> **Task description**
Transcribe the lines below exactly. No image belongs in the transcription.

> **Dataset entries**
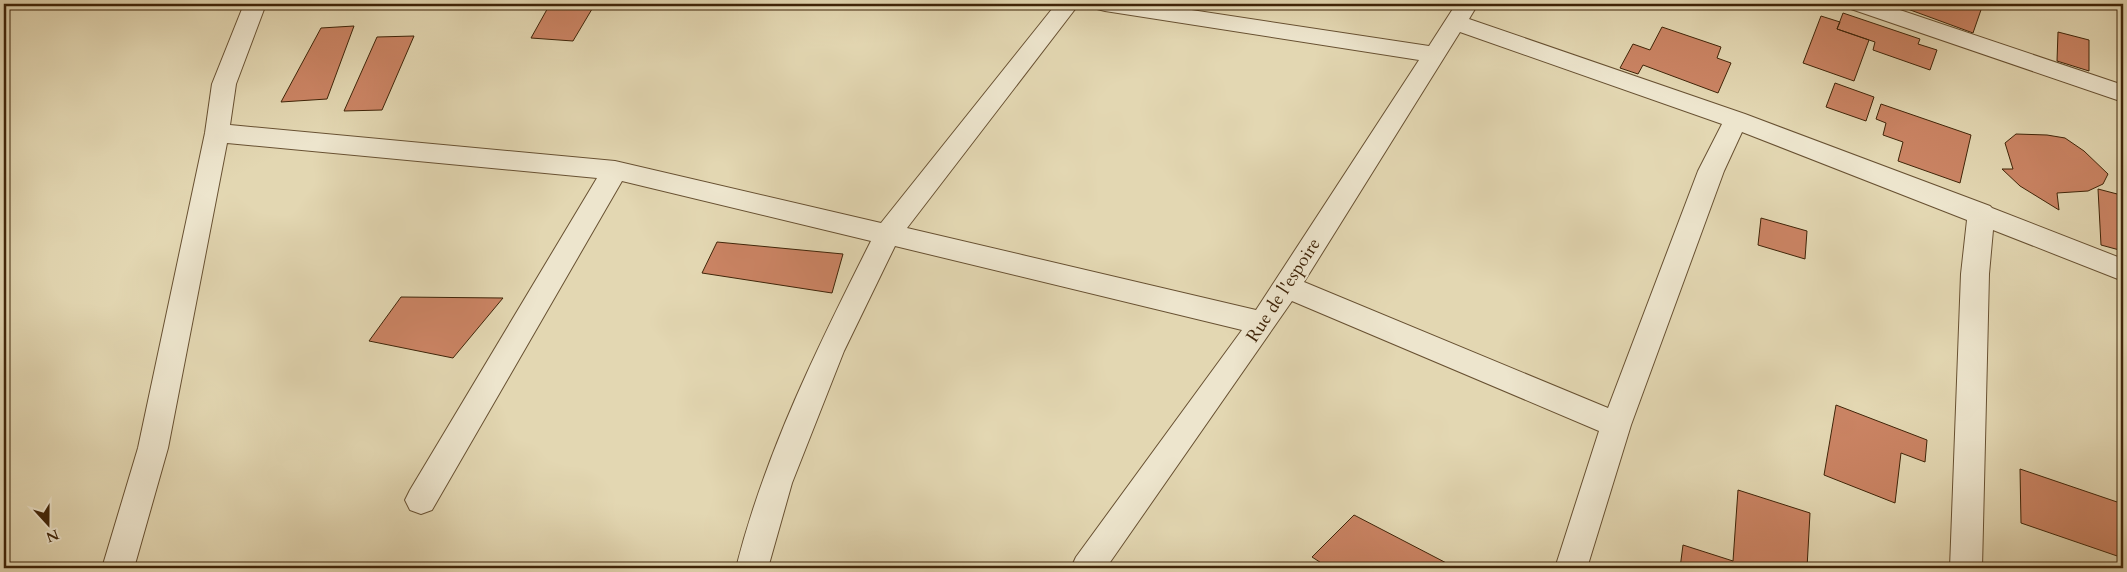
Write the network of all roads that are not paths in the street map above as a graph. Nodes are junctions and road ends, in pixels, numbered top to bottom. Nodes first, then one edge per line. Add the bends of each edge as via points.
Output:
1 (255, 4) edge
2 (1068, 4) edge
3 (1105, 4) edge
4 (1859, 4) edge
5 (1460, 13) edge
6 (1432, 54) junction
7 (2123, 94) edge
8 (1736, 120) junction
9 (217, 132) junction
10 (615, 170) junction
11 (1981, 213) junction
12 (888, 234) junction
13 (2123, 270) edge
14 (1286, 287) junction
15 (1263, 323) junction
16 (1616, 425) junction
17 (421, 500) dead end
18 (118, 568) edge
19 (752, 568) edge
20 (1087, 568) edge
21 (1571, 568) edge
22 (1966, 568) edge

1 - 9 street via 224,84
2 - 12 street
3 - 6 street
4 - 7 street
5 - 6 street, Rue de l'espoire
5 - 8 street
6 - 14 street, Rue de l'espoire
8 - 11 street
8 - 16 street via 1711,171
9 - 10 street
9 - 18 street via 153,448
10 - 12 street
10 - 17 street
11 - 13 street
11 - 22 street via 1975,274
12 - 15 street
12 - 19 street via 830,351 777,483
14 - 15 street, Rue de l'espoire
14 - 16 street
15 - 20 street, Rue de l'espoire
16 - 21 street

> **Response**
Write the network of all roads that are not paths in the street map above as a graph. Nodes are junctions and road ends, in pixels, numbered top to bottom. Nodes first, then one edge per line. Add the bends of each edge as via points.
Output:
1 (255, 4) edge
2 (1068, 4) edge
3 (1105, 4) edge
4 (1859, 4) edge
5 (1460, 13) edge
6 (1432, 54) junction
7 (2123, 94) edge
8 (1736, 120) junction
9 (217, 132) junction
10 (615, 170) junction
11 (1981, 213) junction
12 (888, 234) junction
13 (2123, 270) edge
14 (1286, 287) junction
15 (1263, 323) junction
16 (1616, 425) junction
17 (421, 500) dead end
18 (118, 568) edge
19 (752, 568) edge
20 (1087, 568) edge
21 (1571, 568) edge
22 (1966, 568) edge

1 - 9 street via 224,84
2 - 12 street
3 - 6 street
4 - 7 street
5 - 6 street, Rue de l'espoire
5 - 8 street
6 - 14 street, Rue de l'espoire
8 - 11 street
8 - 16 street via 1711,171
9 - 10 street
9 - 18 street via 153,448
10 - 12 street
10 - 17 street
11 - 13 street
11 - 22 street via 1975,274
12 - 15 street
12 - 19 street via 830,351 777,483
14 - 15 street, Rue de l'espoire
14 - 16 street
15 - 20 street, Rue de l'espoire
16 - 21 street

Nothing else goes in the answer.